Top of SUPPLIED RECORDS
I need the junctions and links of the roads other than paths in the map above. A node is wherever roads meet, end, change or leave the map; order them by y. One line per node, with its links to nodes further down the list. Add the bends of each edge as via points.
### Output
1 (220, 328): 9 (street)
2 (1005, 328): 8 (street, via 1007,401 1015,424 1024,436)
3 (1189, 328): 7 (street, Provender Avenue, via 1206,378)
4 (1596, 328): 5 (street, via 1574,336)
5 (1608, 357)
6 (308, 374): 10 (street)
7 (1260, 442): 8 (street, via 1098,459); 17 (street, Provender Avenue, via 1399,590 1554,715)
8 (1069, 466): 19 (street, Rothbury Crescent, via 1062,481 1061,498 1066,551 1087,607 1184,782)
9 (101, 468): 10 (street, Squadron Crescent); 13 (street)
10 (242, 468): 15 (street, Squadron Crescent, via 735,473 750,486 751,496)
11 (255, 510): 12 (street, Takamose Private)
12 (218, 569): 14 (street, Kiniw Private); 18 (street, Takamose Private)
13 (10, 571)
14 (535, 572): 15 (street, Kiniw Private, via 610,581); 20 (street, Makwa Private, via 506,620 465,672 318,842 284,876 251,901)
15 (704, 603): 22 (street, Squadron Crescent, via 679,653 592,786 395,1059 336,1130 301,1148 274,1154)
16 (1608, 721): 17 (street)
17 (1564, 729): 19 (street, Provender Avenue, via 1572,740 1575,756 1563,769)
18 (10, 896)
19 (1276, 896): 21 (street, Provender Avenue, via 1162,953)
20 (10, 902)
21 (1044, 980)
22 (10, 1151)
Bottom of SUPPLIED RECORDS
REQUIRED ACTION. Every record must appear in the answer exactly as it does above.

REPLY.
I need the junctions and links of the roads other than paths in the map above. A node is wherever roads meet, end, change or leave the map; order them by y. One line per node, with its links to nodes further down the list. Add the bends of each edge as via points.
### Output
1 (220, 328): 9 (street)
2 (1005, 328): 8 (street, via 1007,401 1015,424 1024,436)
3 (1189, 328): 7 (street, Provender Avenue, via 1206,378)
4 (1596, 328): 5 (street, via 1574,336)
5 (1608, 357)
6 (308, 374): 10 (street)
7 (1260, 442): 8 (street, via 1098,459); 17 (street, Provender Avenue, via 1399,590 1554,715)
8 (1069, 466): 19 (street, Rothbury Crescent, via 1062,481 1061,498 1066,551 1087,607 1184,782)
9 (101, 468): 10 (street, Squadron Crescent); 13 (street)
10 (242, 468): 15 (street, Squadron Crescent, via 735,473 750,486 751,496)
11 (255, 510): 12 (street, Takamose Private)
12 (218, 569): 14 (street, Kiniw Private); 18 (street, Takamose Private)
13 (10, 571)
14 (535, 572): 15 (street, Kiniw Private, via 610,581); 20 (street, Makwa Private, via 506,620 465,672 318,842 284,876 251,901)
15 (704, 603): 22 (street, Squadron Crescent, via 679,653 592,786 395,1059 336,1130 301,1148 274,1154)
16 (1608, 721): 17 (street)
17 (1564, 729): 19 (street, Provender Avenue, via 1572,740 1575,756 1563,769)
18 (10, 896)
19 (1276, 896): 21 (street, Provender Avenue, via 1162,953)
20 (10, 902)
21 (1044, 980)
22 (10, 1151)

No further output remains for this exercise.